From: Jan-Henrik Haukeland
Subject: Re: start and stop process by monit
Date: Sat, 04 Oct 2003 15:35:02 +0200
User-agent: Gnus/5.1002 (Gnus v5.10.2) XEmacs/21.4 (Reasonable Discussion, linux)

"Kenneth Yip" <address@hidden> writes:

> I have some questions about how monit start and stop 
> a monitored process - Does monit relies on the
> return code to determine whether a process
> startup / shutdown failed?

No, monit does _not_ relies on the return code. Monit calls execve(2)
to execute a program, this function does not return if exec
succeeded. Because execve may succeed but the program may not, monit
use the following method in addition to verify that a process was
started; monit checks that a pid file was created and that the pid
file contains a running process.

> For example, if the return code of the startup
> script is '1', but it actually did startup the process
> to be monitored successfully, will monit consider the 
> startup as failed?


> Also, how monit detects a shutdown of a process
> failed? Check whether the pid file still exists or
> some other method?

The same as above but reversed, if execve did not succeed or if the
process is still running (after poll seconds).

> I raised the questions because of an incident last night
> where monit reported failure to shutdown a monitored
> process. From the message log, monit only attempted to
> shutdown the process once and after the shutdown failed,
> it did nothing further. Monit have timeout on restart, but does it 
> has timeout on stopping or starting services?

This happened because upon process stop, monit first set the process
in unmonitoring mode (because if it was stopped monit should not start
it again in a later poll cycle).
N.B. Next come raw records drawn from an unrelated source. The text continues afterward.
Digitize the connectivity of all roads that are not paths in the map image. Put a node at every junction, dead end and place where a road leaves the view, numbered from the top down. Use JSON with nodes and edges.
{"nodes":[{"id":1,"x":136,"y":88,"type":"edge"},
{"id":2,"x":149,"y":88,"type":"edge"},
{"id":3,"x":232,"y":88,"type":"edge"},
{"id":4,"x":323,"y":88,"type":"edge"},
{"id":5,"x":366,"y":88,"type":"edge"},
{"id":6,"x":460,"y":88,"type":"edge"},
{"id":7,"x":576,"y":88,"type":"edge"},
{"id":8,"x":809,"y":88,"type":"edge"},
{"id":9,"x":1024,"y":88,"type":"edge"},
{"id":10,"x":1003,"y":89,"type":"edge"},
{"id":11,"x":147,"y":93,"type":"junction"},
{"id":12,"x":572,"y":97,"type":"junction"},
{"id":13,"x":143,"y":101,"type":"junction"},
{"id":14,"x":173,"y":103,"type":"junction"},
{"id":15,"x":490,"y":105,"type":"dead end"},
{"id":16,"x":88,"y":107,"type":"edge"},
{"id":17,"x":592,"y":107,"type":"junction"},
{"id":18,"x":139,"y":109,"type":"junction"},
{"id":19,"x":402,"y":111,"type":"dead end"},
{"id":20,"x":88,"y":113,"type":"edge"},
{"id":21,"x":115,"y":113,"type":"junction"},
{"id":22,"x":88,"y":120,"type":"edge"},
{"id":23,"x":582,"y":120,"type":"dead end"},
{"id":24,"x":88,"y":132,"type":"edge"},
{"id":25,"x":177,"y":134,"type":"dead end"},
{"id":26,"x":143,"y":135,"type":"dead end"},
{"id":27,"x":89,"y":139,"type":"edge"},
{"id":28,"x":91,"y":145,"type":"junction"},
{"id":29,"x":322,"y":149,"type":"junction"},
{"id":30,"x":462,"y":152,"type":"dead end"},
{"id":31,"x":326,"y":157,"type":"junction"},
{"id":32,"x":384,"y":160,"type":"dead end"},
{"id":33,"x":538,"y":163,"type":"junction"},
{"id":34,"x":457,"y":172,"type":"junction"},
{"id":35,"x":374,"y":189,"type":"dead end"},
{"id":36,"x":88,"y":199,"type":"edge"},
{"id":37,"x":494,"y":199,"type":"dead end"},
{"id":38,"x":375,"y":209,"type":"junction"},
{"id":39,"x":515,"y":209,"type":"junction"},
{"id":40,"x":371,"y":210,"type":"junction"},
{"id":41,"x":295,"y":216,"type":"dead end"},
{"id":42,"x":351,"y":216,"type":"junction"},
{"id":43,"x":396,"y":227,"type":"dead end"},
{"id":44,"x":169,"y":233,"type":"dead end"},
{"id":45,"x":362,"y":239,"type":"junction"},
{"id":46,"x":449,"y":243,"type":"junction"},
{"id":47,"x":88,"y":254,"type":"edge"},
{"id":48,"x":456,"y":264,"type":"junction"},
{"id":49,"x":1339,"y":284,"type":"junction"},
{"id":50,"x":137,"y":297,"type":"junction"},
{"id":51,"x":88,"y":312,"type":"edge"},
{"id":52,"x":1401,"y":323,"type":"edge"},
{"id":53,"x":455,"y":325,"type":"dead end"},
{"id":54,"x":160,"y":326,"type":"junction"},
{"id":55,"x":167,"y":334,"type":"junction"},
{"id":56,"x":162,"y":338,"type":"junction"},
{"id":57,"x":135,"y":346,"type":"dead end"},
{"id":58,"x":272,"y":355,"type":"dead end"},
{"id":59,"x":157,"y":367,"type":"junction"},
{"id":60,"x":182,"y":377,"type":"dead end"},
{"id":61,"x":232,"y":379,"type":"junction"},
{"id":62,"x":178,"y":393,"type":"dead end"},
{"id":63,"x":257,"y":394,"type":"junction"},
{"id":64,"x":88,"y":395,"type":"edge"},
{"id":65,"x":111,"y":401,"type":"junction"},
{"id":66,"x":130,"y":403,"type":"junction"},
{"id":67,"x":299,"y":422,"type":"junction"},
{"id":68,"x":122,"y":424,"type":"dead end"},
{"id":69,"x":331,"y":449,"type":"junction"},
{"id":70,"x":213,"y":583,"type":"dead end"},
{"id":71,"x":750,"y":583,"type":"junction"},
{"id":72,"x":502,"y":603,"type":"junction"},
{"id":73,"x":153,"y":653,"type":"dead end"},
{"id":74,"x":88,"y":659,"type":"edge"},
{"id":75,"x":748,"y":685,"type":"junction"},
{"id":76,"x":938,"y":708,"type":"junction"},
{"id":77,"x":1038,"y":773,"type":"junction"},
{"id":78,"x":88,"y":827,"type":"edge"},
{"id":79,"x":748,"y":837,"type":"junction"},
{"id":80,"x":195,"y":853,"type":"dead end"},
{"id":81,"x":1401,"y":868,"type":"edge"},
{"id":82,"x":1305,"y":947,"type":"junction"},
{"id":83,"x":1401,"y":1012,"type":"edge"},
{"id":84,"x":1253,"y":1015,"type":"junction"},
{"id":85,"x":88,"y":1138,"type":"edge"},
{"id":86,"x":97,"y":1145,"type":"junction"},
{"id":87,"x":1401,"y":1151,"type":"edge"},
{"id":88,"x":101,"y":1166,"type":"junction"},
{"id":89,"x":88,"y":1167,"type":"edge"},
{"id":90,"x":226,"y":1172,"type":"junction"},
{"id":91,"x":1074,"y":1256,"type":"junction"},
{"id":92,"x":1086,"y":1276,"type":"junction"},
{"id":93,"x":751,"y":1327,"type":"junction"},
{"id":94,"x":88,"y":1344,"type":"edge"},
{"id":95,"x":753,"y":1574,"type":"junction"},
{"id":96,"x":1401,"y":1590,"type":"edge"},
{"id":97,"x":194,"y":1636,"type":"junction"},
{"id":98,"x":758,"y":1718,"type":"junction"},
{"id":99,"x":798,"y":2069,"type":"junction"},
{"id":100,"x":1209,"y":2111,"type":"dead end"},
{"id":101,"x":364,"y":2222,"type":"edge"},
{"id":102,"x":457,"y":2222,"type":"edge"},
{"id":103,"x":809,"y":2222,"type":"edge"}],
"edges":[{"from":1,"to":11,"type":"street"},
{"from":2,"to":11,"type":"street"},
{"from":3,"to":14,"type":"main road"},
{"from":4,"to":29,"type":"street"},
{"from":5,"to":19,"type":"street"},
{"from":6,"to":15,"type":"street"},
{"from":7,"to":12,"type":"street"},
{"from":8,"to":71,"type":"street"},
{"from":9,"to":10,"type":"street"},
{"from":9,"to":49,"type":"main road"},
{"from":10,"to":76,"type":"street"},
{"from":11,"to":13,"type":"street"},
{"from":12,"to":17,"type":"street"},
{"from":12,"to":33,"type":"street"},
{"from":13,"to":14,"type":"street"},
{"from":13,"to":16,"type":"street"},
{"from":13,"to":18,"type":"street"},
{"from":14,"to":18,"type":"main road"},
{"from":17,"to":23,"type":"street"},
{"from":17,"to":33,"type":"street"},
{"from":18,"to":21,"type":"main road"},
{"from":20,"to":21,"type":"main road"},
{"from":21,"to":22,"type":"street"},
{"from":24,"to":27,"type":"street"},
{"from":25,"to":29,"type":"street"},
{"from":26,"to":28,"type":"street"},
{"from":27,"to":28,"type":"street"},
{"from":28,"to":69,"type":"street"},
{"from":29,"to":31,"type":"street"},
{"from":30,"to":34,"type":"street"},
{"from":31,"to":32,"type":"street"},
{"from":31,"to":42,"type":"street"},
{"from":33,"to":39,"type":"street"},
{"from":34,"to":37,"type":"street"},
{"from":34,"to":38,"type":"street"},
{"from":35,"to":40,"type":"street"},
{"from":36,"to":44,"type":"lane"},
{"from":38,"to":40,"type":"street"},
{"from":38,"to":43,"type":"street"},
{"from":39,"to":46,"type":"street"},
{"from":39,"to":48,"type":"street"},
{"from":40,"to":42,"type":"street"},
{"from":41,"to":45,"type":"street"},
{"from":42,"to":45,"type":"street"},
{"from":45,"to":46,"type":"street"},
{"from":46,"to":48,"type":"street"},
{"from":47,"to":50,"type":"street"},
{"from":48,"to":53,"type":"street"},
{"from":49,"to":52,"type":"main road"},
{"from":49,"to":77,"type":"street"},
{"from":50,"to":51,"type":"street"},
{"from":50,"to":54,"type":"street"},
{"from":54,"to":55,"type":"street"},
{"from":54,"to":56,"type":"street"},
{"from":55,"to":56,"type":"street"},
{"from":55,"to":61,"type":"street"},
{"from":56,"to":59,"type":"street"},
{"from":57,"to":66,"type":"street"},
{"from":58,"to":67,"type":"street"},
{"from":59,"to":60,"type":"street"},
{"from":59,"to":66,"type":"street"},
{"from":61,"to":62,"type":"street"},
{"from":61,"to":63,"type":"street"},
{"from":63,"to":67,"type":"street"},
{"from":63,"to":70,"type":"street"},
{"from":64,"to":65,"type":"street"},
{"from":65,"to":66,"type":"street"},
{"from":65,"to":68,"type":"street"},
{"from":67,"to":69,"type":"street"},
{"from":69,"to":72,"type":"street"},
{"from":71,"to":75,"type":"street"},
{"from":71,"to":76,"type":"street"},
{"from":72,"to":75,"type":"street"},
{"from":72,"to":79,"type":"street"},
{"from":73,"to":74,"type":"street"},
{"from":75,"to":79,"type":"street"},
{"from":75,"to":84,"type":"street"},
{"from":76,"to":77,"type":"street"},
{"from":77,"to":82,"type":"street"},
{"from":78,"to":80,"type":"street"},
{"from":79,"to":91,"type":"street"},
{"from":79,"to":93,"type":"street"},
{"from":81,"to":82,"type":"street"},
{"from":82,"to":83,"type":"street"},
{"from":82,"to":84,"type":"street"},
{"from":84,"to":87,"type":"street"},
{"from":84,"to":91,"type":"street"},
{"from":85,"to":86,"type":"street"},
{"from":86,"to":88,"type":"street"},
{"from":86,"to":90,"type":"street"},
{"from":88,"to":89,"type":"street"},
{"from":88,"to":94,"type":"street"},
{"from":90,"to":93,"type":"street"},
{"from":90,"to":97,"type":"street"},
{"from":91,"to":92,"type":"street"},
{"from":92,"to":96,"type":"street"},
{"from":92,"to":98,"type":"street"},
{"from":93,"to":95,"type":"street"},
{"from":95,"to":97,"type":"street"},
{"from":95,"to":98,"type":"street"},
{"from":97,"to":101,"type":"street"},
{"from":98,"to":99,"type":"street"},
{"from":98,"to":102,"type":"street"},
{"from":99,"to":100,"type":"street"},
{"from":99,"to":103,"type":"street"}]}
Then monit goes on with the shutdown
process outlined above, if this fails monit sends an alert "Failed to
stop ...". (You will *only* get this alert if you have registered
alert notification in the service entry in .monitrc.) Since the
process was set in unmonitoring mode, monit will not do anything more
with the process.

If you really want to make sure that a process was stopped, you can in
the stop program or in the script monit calls to stop the process, add
code that kills the process with SIGKILL if graceful termination did
not succeed. (Of course, this could instead be implemented in monit,
i.e. if monit failed to stop a process it sends SIGKILL to the process
as it's final action, but I think this decision should be done in the
stop program monit calls and not by monit).